1917 Svenska Mästerskapet final
- Event: 1917 Svenska Mästerskapet
| Djurgårdens IF | AIK |
| 3 | 1 |
- Date: 11 November 1917
- Venue: Stockholm Olympic Stadium, Stockholm
- Referee: Erik Alstam, Gothenburg
- Attendance: 7,256

= 1917 Svenska Mästerskapet final =

The 1917 Svenska Mästerskapet final was played on 11 November 1917 between the ninth-time finalists Djurgårdens IF and the seventh-time finalists AIK. The match decided the winner of 1917 Svenska Mästerskapet, the football cup to determine the Swedish champions. Djurgårdens IF won their third title with a 3–1 victory at Stockholm Olympic Stadium in Stockholm.

== Route to the final ==

=== Djurgårdens IF ===

Djurgårdens IF's route to the final
|  | Opponent | Result |
|---|---|---|
| PR | Mariebergs IK (H) | 3–2 |
| QF | Sandvikens AIK (A) | 6–1 |
| SF | IFK Göteborg (H) | 0–0 |
| SF | IFK Göteborg (A, replay) | 2–1 |

In the preliminary round, Djurgårdens IF played Mariebergs IK at home in Stockholm on 14 August 1917 and won, 3–2. On 2 September 1917, Djurgården won the away-game quarter-final against Sandvikens AIK, 6–1 in Gävle.

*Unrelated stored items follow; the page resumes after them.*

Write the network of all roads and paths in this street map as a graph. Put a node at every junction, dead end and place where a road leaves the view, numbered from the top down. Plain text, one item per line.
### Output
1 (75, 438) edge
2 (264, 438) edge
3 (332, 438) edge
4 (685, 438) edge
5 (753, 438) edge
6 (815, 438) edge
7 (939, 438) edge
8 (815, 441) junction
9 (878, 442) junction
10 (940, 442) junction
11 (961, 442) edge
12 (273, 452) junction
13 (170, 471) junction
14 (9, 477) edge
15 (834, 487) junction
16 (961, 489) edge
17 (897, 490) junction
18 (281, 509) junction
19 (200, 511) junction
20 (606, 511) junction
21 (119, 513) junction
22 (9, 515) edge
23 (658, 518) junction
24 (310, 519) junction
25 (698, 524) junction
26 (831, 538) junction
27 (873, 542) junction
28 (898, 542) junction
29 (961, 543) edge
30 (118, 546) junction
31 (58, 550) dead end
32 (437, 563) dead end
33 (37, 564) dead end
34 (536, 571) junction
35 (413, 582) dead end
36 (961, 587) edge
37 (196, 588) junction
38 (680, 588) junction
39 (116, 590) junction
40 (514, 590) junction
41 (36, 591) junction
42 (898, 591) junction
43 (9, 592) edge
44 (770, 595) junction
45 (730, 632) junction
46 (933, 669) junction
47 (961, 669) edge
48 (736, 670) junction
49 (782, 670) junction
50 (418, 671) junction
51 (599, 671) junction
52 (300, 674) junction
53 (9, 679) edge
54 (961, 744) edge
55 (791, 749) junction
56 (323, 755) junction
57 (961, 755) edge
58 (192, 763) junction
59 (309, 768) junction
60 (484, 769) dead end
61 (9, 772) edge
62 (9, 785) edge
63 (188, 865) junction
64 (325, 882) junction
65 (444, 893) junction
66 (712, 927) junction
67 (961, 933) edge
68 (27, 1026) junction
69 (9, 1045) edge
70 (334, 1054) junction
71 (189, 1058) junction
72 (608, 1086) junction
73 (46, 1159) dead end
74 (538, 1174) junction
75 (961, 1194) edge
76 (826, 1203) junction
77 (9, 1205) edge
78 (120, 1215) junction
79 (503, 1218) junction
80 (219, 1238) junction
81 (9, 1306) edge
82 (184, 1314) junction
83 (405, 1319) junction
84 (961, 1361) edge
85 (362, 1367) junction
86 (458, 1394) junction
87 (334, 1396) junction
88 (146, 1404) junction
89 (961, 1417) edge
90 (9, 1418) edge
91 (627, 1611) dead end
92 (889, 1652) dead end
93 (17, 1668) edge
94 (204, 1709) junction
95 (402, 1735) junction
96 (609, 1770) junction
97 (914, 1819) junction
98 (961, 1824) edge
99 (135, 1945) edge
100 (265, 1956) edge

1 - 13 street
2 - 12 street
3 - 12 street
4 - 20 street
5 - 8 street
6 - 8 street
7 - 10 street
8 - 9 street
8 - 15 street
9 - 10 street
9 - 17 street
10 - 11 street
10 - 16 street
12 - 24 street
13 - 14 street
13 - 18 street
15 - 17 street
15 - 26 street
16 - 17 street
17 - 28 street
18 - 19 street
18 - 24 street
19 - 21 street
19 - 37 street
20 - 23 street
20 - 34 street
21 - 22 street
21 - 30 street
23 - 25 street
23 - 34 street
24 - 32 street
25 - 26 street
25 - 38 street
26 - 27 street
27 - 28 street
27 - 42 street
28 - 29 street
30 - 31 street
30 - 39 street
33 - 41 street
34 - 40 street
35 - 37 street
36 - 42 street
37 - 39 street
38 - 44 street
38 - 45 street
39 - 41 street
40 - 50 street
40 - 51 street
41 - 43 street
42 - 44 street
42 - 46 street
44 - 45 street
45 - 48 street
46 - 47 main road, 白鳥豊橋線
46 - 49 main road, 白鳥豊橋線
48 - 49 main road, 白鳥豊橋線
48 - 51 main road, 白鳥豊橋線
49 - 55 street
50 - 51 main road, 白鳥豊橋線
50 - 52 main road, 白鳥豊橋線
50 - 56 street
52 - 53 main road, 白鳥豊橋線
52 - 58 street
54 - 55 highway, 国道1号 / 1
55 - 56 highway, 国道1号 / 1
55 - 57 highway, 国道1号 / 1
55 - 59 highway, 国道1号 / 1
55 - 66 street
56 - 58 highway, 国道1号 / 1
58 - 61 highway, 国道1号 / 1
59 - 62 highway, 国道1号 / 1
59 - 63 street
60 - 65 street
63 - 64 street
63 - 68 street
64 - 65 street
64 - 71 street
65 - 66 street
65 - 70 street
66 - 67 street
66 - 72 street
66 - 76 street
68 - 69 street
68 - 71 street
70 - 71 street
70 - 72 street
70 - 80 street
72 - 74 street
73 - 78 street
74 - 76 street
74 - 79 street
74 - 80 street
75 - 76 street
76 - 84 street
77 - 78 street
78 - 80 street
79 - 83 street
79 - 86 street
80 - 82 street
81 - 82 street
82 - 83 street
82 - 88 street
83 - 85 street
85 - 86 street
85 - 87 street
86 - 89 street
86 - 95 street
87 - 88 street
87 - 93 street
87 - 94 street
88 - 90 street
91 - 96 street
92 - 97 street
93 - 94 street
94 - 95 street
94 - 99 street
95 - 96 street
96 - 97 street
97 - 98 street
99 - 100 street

Djurgården then played IFK Göteborg in the semi-final, where the match at home on 21 October 1917 ended in a goalless draw and the away-game replay in Gothenburg on 4 November 1917 was won, 2–1.

Djurgårdens IF made their ninth appearance in a Svenska Mästerskapet final, having won two and lost six, including one to final opponents AIK in 1916.

=== AIK ===

AIK's route to the final
|  | Opponent | Result |
|---|---|---|
| PR | Örgryte IS (H) | 5–1 |
| QF | IFK Eskilstuna (H) | 2–0 |
| SF | IK Sirius (A) | 1–0 |

In the preliminary round, AIK at home beat Örgryte IS, 5–1, on 12 August 1917. On 2 September 1917, AIK won the quarter-final against IFK Eskilstuna at home with 2–0. AIK then won the away-game semi-final against IK Sirius of Uppsala with 1–0 on 23 September 1917.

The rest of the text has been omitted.